I think I understand the motivations, but this doesn't seem like a good idea to me. You're already limiting it to "safe" packages, so why not use unattended-upgrades and take the human effort out completely? Or if you need to vet updates before pushing them out, use Pulp or something to control the rollout rather than a custom tool that you have to maintain in the face of edge cases. Heck, I'd probably take Ansible with a list of package versions over this setup.
Edit: Actually, let me slightly walk that back. The described system is probably a reasonable way to maintain a small number of pets. My objections are mostly based on the idea that you're dealing with more than a handful of servers.
Putting safe in quotes is accurate, because our updates are not limited to truly safe packages at all for the simple reason that the Debian package format makes all package updates potentially dangerous. Any package update can decide to ask you new questions and there is no guarantee that the default answer is what you actually want, because it's up to the package author to decide.
As a policy thing, we also want to know what packages were updated when and broadly to control this, and we have enough machines that this information needs to be aggregated. Even if unattended-upgrades was totally safe, we'd want to only trigger it only on demand, see the package list in advance, and get an all-machines summary at the end.
Life would be a lot easier if apt-get updates could be more controlled, so for instance you could say 'only update this list of packages'. But apt-get doesn't want to do that; updates are global and using 'apt-get install' to update specific packages (normally) has side effects, like marking them as manually installed.

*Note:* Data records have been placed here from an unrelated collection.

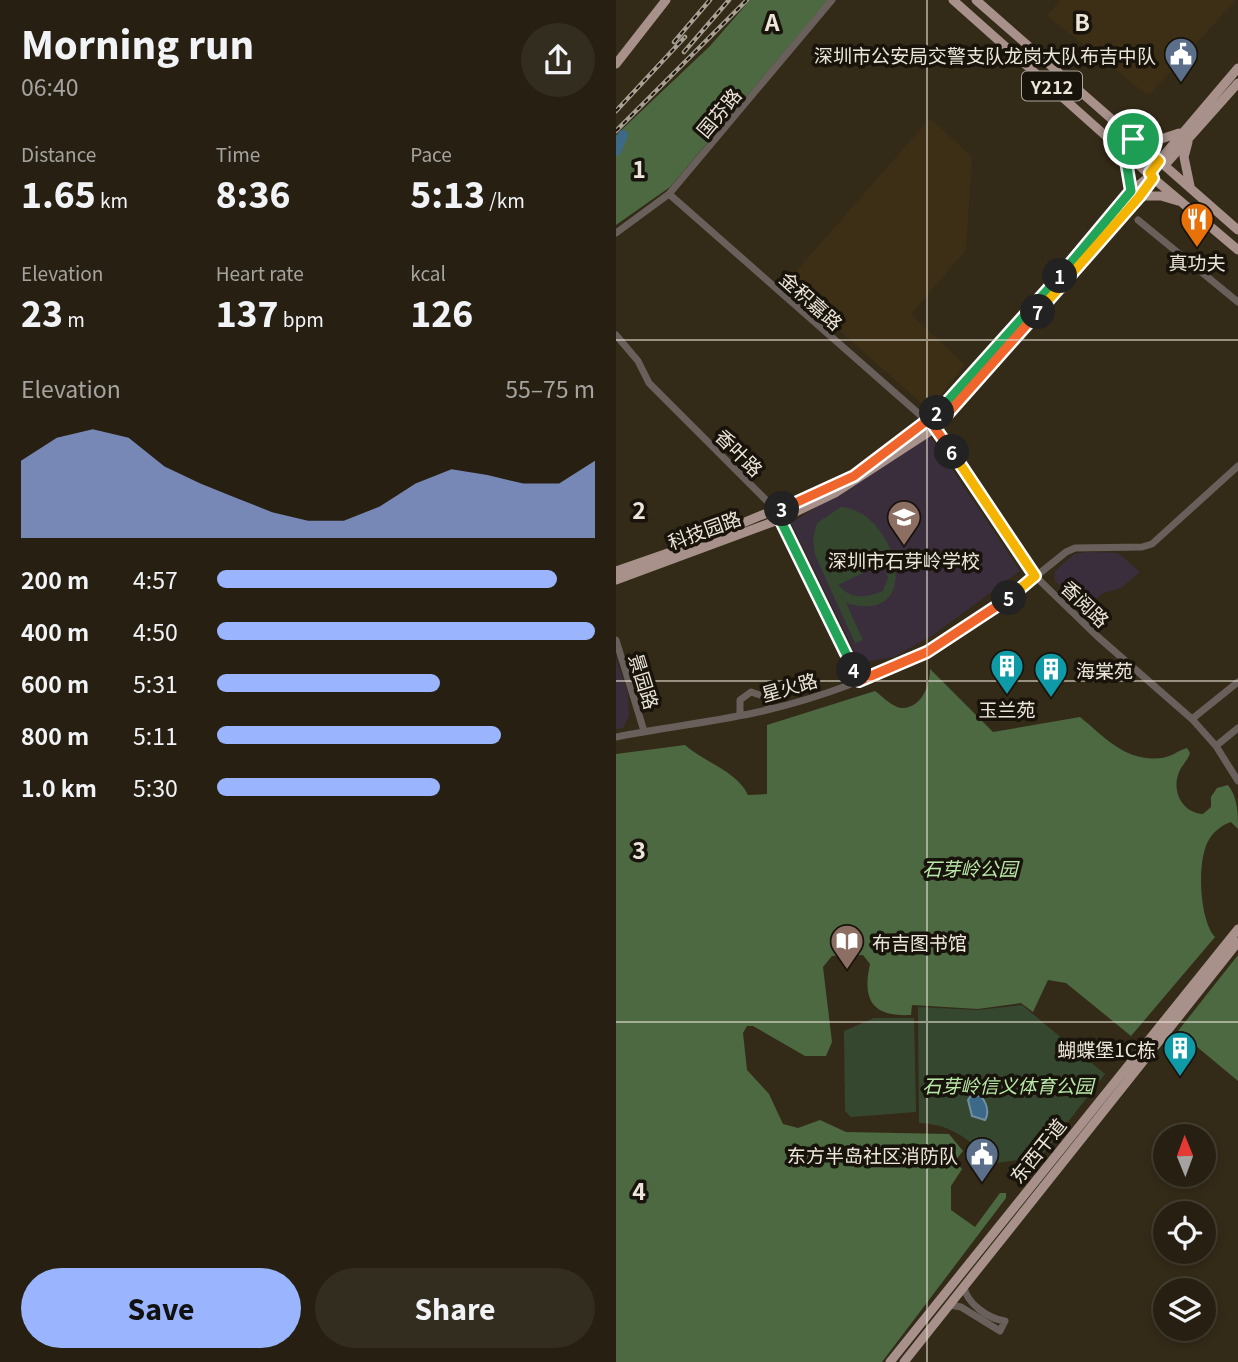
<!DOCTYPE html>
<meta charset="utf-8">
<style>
:root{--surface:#272012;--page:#332d20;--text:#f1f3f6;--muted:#a4a39f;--line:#433e32;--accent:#9ab5fd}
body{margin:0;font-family:Georgia,"Noto Sans SC",serif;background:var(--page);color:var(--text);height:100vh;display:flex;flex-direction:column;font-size:26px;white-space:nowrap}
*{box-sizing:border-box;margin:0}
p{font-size:23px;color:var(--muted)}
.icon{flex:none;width:38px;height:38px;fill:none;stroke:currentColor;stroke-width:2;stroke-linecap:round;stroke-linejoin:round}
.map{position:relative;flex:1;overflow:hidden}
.details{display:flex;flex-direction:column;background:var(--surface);width:616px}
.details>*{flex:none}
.needle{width:46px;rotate:359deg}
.buttons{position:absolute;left:537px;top:1124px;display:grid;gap:14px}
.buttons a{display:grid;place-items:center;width:63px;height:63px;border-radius:50%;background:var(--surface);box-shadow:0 4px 10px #0003,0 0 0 2px var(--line);font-size:35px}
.pin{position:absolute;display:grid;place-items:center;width:60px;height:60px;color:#fff;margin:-30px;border:4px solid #fff;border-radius:50%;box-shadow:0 2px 7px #0007}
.km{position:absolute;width:35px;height:35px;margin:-18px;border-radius:50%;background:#222;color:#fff;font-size:19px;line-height:35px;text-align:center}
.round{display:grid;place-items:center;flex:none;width:74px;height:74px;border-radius:37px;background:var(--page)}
.headline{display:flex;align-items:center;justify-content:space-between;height:119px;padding:0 21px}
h1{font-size:38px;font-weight:800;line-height:52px}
.figures{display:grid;grid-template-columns:repeat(3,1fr);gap:10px;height:119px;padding:7px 21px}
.figures div{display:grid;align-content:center}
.figures b{font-size:35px;font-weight:800}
.figures small{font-size:19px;font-weight:400}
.figures p{font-size:19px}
.chart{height:196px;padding:14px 21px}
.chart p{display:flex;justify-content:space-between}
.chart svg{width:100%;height:126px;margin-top:7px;fill:var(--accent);opacity:.7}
.button{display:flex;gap:14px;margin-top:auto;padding:14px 21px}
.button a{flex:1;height:80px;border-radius:42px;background:var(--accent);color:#111;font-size:28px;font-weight:800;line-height:80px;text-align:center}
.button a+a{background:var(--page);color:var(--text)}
ul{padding:0 21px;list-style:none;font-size:23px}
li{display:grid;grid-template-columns:112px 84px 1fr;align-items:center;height:52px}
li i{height:18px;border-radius:9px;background:var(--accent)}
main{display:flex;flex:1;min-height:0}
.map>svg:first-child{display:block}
</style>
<main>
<section class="details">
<div class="headline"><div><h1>Morning run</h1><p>06:40</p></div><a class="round"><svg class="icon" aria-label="share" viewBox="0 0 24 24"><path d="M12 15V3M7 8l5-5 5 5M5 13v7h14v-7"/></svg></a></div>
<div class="figures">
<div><p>Distance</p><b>1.65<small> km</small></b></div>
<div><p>Time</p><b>8:36</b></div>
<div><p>Pace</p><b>5:13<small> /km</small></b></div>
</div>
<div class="figures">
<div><p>Elevation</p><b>23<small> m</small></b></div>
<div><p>Heart rate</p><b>137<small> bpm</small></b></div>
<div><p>kcal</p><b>126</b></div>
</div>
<div class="chart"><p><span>Elevation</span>55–75 m</p>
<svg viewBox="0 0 160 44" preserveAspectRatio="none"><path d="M0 44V17L10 9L20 6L30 9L40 19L50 25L60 30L70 35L80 38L90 38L100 33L110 25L120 20L130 22L140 25L150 25L160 17V44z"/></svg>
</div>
<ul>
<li><b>200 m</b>4:57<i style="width:90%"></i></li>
<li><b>400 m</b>4:50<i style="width:100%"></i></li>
<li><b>600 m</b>5:31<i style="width:59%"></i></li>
<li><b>800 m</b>5:11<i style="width:75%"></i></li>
<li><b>1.0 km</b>5:30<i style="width:59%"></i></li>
</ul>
<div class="button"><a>Save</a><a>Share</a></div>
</section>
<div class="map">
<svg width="622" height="1362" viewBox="0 0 622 1362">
<rect width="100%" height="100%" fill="#342a18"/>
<path fill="#3d2f16" d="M444 0H620L535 93 530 94 431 16Z
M314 118 356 157 350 250 295 314 349 365 313 410 170 283Z"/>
<path fill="#3a2e3c" d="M314 436 404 571 317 635 278 657 244 663 175 523Z
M472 552 502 553 524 572 505 588 485 594 469 610 439 581V571L458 554Z
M0 659 12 693 13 716 7 728 0 729Z"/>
<path fill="#364730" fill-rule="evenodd" d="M225 507C280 510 312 627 230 603L247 640 239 643 199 555 197 538 201 523ZM268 563 272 578 267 591C249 598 236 600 222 585Z
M406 1005 489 1074 425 1157 380 1163C351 1141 341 1125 303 1123L302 1007 362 1010Z
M258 1018H298L300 1112 235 1117 229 1111 228 1031Z"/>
<path fill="#4c6942" d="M134 0H212L54 187 0 225V135L94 46Z
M314 669 377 732 464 717C490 738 509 762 546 758 555 757 563 750 571 748L574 753C572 760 566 765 563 772 555 792 567 813 587 814L595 807V797L601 788 612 785C622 798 622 813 622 829L615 822C608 824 598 831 594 838 580 857 583 920 599 937L515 1036 450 983 432 980 417 1012 405 1003 362 1009 296 1005 295 1015C256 1017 246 1000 254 964L247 955 216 956 207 967 216 1042 210 1056H189L137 1026H131L127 1033 131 1070 153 1094 167 1124 182 1128 204 1120 230 1132 333 1134 347 1151 339 1161 346 1169 335 1186V1210L359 1227 384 1193H390V1198L266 1362H0V754L69 745C89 763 121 771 132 795L151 794V725L259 691C266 696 278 709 288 708 307 706 314 684 314 669Z
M622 955V1081L562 1031Z"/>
<path fill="#3c6988" stroke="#718ea1" stroke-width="2" d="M355 1096H364C370 1101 374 1112 369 1120L356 1116 352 1100Z"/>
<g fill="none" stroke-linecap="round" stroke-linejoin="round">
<path stroke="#3c6988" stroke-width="10" d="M0 151 7 135"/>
<path stroke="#695f5b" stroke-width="7" d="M53 194 319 428 419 576 481 636 576 719 600 746 622 781
M522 220 622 302
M0 233 53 194 216 0
M0 335 22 361 33 383 161 511 243 681
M0 640 28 731
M124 715V700L135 692 147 696 153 709
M576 719 622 682
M0 737C49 727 98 722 147 711 268 683 356 630 450 552L459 548 526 547 536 544 622 466
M600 746 622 728
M334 1305 345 1307 384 1331 389 1321C373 1319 351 1304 348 1287"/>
<path stroke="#a7918a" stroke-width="9" d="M337 0 537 178 622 250
M360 0 622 230
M0 64 50 0
M518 134 539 141 563 133
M572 142 568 157 574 186
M505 152 513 173 515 191
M543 161 622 68
M549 165 622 83
M523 196H545L562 201
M265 458 313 422 447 273 515 191 529 180
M0 571 69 547 233 479
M0 580 165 519 219 493 319 428 537 178
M274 1362 622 929
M288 1362 622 942"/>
<defs>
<path id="rail" d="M58 42 94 0
M68 52 113 0
M0 111 69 37
M0 131 131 0"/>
</defs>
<use href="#rail" stroke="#a8a092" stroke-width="4.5"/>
<use href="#rail" stroke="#18130b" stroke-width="2" stroke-dasharray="5" stroke-linecap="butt"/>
</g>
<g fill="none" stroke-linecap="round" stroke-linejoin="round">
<defs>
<path id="split-1" d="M444 276 515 191 510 161 500 144 506 150 517 139"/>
<path id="split-2" d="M321 413 444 276"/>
<path id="split-3" d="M166 509 238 476 321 413"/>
<path id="split-4" d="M166 509 160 511 238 670"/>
<path id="split-5" d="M238 670 243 681 311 652 393 598"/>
<path id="split-6" d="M336 452 419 576 393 598"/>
<path id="split-7" d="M336 452 319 428 422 312"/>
<path id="split-8" d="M422 312 523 197 537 178 534 173"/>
<path id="split-9" d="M517 139 543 161 534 173"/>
</defs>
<use href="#split-1" stroke="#fff" stroke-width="14"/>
<use href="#split-2" stroke="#fff" stroke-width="14"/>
<use href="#split-3" stroke="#fff" stroke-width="14"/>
<use href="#split-4" stroke="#fff" stroke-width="14"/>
<use href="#split-5" stroke="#fff" stroke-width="14"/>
<use href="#split-6" stroke="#fff" stroke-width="14"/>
<use href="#split-7" stroke="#fff" stroke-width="14"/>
<use href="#split-8" stroke="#fff" stroke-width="14"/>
<use href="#split-9" stroke="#fff" stroke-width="14"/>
<use href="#split-1" stroke="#22a559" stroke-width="9"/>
<use href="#split-2" stroke="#22a559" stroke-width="9"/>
<use href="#split-3" stroke="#f0652b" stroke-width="9"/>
<use href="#split-4" stroke="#22a559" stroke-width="9"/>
<use href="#split-5" stroke="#f0652b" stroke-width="9"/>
<use href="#split-6" stroke="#f5b400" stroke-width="9"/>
<use href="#split-7" stroke="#f0652b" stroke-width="9"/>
<use href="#split-8" stroke="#f5b400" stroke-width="9"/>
<use href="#split-9" stroke="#f5b400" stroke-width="9"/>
</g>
<path fill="none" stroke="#ece5da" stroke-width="2" stroke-opacity="0.55" d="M311 0V1362M0 340H622M0 681H622M0 1022H622"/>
<defs>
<symbol id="civic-pin" viewBox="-11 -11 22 30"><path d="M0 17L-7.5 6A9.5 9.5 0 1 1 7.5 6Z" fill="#5c6f8a" stroke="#18130b"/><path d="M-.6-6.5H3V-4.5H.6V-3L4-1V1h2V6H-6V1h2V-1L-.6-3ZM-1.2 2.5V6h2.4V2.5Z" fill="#fff"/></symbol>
<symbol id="restaurant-pin" viewBox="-11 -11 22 30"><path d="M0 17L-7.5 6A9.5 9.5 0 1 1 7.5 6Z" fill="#e8710a" stroke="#18130b"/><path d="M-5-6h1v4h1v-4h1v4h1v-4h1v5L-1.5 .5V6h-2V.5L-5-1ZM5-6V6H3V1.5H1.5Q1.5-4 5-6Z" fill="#fff"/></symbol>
<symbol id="school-pin" viewBox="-11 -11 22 30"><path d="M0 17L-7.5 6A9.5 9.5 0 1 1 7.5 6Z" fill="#8d6e63" stroke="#18130b"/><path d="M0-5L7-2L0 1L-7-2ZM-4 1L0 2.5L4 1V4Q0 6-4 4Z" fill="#fff"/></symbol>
<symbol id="building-pin" viewBox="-11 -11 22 30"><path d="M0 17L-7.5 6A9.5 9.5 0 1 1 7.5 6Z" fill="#0f9aa8" stroke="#18130b"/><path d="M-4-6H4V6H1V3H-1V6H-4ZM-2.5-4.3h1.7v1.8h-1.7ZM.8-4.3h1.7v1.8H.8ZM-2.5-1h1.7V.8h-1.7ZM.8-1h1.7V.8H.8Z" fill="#fff"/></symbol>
<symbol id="library-pin" viewBox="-11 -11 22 30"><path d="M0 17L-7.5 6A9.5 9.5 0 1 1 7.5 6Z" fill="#8d6e63" stroke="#18130b"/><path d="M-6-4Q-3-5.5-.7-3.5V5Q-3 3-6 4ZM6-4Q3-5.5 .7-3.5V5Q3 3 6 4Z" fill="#fff"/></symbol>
</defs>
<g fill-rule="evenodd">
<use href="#civic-pin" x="546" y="35" width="38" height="52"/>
<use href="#restaurant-pin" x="562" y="200" width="38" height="52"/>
<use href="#school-pin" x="269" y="498" width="38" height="52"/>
<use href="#building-pin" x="372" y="647" width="38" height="52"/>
<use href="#building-pin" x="416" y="650" width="38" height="52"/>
<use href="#library-pin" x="212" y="922" width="38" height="52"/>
<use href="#building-pin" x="545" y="1029" width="38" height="52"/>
<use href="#civic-pin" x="347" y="1135" width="38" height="52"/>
</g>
<g text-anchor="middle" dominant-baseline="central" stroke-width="7" stroke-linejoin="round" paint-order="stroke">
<rect fill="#18130b" stroke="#aca69c" stroke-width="2" x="406" y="71.5" width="60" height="29" rx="5"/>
<g font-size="18" font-weight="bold" fill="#ece5da">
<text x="436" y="86">Y212</text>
</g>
<g font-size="19" fill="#ece5da" stroke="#18130b" text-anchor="end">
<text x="540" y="54">深圳市公安局交警支队龙岗大队布吉中队</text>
<text x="581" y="261" text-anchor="middle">真功夫</text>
<text x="288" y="559" text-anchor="middle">深圳市石芽岭学校</text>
<text x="460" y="669" text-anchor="start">海棠苑</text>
<text x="391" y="708" text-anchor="middle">玉兰苑</text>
<text x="256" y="941" text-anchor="start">布吉图书馆</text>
<text x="540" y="1048">蝴蝶堡1C栋</text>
<text x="342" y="1154">东方半岛社区消防队</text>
</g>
<g font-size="19" fill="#ece5da" stroke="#18130b">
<text transform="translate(102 112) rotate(-50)">国芬路</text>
<text transform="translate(196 300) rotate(42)">金积嘉路</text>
<text transform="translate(124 452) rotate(45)">香叶路</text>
<text transform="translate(88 529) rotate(-20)">科技园路</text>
<text transform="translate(470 603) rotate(44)">香阅路</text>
<text transform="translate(29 681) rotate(73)">景园路</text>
<text transform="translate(173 686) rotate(-16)">星火路</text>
<text transform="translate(421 1150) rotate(-51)">东西干道</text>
</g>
<g font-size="19" font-style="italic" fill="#b8e9a8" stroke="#18130b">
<text x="354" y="867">石芽岭公园</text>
<text x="392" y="1084">石芽岭信义体育公园</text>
</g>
</g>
<g font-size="23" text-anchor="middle" font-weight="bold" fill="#ece5da" stroke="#18130b" stroke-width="7" stroke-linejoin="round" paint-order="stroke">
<text x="156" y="31">A</text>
<text x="466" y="31">B</text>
<text x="23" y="178">1</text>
<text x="23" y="519">2</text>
<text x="23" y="859">3</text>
<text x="23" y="1200">4</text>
</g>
</svg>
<div class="buttons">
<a><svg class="needle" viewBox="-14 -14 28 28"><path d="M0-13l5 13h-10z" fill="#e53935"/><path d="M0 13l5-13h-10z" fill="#a4a39f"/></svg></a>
<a><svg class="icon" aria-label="locate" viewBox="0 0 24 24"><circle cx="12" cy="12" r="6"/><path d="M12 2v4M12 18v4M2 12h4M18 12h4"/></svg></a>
<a><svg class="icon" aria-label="layers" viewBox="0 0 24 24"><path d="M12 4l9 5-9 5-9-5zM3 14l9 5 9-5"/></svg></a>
</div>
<div class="pin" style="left:517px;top:139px;background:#1e9e55"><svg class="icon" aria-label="arrive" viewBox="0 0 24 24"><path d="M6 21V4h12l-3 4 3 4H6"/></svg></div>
<b class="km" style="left:444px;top:276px">1</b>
<b class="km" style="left:321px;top:413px">2</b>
<b class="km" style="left:166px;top:509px">3</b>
<b class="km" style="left:238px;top:670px">4</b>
<b class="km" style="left:393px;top:598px">5</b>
<b class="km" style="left:336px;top:452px">6</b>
<b class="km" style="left:422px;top:312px">7</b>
</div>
</main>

(I'm the author of the linked-to blog entry. For reference, we currently have 119 machines that get updated through this system.)
A reason would be to have someone read the list of updates before he presses the button. Then if for some reason weird things start to happen this person should make the connection between the package he updated and the issues. Is similar with code, I like to check the changes others do in my team so I am aware of what areas are changed and what is pushed live.